Electronic Warfare for the Asymmetric Warfare at the 2006 Eurosatory Exhibition


As modern warfare is adapting to asymmetric warfare, so does electronic combat, which is diverging from the fixation on engagement in the vicious circle of EW-ECM-ECCM towards addressing the sophisticated, commercial communications and electronic systems, currently used by terrorists and insurgents. The new threat systems range from devices used maintaining loose control over a diversified network of collaborators to the employment of sophisticated IEDs triggered by cellular phones and used as remote controls. Several systems developed to combat these threats were introduced at Eurosatory.

A new complex of Cellular SIGINT and EW systems was exhibited by Tadiran Electronic Systems, a subsidiary of the Elisra Group, which has developed these capabilities as a result of the Israeli war against terror. These new systems enable military and law enforcement security forces to track, trace and engage suspect cellular phones. In contrast to common use of “brute force” jamming, in the attempt to disrupt communications or isolate a suspected IED from the cellular network, the new system employs selective jamming, therefore enabling continued operation of friendly units while incapacitating suspected or unidentified cell-phones. When specific sets are identified as “suspects”, they can be individually intercepted, localized and deactivated by the use of Elisra’s hand-held passive Locator, which can lead intervention forces to the suspect source, or the intervention force can use the Cellective, a selective cellular jammer to deactivate the suspected device even without locating it. This new ensemble enables security forces to intervene in an evolving situation in a “surgical” way, without alarming or inconveniencing the local population, or alerting the suspects.
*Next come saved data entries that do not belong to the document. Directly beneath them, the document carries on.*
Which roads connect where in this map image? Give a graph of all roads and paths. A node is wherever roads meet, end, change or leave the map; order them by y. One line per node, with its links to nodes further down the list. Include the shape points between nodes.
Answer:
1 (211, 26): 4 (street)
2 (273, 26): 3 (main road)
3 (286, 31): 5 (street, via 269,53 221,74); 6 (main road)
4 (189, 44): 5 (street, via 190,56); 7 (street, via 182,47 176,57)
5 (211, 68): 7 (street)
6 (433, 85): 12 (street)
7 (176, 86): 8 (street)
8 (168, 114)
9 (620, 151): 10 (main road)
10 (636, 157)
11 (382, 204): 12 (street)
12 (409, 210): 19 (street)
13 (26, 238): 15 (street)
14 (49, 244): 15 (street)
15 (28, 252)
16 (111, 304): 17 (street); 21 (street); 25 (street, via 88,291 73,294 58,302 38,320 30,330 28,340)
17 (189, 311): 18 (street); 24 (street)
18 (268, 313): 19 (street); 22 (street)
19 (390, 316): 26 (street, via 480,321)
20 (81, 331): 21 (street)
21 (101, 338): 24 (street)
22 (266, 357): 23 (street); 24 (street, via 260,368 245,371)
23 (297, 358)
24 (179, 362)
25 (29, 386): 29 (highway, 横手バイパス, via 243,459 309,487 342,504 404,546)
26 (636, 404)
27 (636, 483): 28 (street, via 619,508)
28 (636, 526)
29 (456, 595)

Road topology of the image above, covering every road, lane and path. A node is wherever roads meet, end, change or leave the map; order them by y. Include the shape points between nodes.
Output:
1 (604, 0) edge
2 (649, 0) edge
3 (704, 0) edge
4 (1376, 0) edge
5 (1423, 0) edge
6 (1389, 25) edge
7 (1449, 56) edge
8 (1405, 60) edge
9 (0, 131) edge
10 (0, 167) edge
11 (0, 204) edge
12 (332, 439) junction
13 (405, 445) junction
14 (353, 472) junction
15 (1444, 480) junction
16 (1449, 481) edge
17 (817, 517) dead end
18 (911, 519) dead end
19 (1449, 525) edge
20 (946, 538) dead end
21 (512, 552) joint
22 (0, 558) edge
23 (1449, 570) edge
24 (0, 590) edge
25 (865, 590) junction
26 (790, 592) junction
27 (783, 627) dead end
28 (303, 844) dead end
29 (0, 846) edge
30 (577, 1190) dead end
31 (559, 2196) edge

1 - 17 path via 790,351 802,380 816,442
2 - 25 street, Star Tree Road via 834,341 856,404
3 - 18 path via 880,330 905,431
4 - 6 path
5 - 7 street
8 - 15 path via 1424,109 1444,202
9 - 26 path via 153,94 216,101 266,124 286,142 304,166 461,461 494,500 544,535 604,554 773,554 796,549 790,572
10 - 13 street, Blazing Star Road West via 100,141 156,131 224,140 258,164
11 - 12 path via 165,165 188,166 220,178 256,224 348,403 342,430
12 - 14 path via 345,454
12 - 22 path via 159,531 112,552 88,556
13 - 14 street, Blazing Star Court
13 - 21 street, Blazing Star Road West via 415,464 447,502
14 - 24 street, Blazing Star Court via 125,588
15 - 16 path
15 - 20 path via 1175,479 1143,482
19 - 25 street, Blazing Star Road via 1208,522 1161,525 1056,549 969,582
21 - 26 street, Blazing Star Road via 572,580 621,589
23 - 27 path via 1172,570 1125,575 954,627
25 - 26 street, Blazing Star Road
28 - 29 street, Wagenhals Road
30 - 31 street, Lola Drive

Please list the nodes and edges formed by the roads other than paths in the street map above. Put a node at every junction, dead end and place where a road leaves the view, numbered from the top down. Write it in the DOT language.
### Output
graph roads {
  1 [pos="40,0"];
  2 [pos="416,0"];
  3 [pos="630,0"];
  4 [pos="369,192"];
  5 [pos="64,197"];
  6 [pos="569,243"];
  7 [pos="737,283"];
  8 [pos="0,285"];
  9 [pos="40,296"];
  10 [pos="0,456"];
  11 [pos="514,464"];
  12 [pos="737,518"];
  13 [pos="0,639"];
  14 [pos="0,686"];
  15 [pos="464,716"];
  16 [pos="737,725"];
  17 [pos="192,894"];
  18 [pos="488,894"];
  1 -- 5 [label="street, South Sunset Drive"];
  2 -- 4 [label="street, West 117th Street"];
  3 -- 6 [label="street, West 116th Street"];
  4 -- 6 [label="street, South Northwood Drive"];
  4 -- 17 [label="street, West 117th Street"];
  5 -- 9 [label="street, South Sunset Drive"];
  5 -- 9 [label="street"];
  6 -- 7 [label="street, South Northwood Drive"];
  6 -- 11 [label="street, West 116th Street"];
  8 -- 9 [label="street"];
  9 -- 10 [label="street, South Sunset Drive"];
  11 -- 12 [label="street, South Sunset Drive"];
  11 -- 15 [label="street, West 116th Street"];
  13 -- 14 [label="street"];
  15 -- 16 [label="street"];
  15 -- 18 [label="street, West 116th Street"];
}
A different system, which can be used as a powerful IED countermeasure, is the High Power Electro-Magnetics (HEPM)system, available from Diehl and Rheinmetall Defense. HPEM can be effective against roadside bombs and IEDs containing electronic devices (such as acellphone or any other electronic actuating device). An HPEM based counter IED system can cause controlled explosion or deactivation of the charge at a safe distance from the protected vehicle. Rheinmetall and Diehl are offering several types of HPEM modules, including concealed devices that can be embedded in the doors of police cars or convoy protectors. These devices enable highway patrols to stop a suspect vehicle when driving side by side. A similar system can be used to protect a vehicle or a convoy from IEDs. (A typical application was demonstrated by the GEFAS concept vehicle). Different systems developed by both companies will offer ultra-wideband HPEM coverage, from Megaherz to Gigaherz, effectively denying all types of communications with either directional or omni-directional coverage. A typical system is the compact, battery operated DS-110, which disrupts and destroys processor driven electronic modules in any system, by generating resets or inducing power latch-ups, therefore immediately neutralizing the target. The basic system is omni-directional but it can be configured to generate a directional radiation pattern.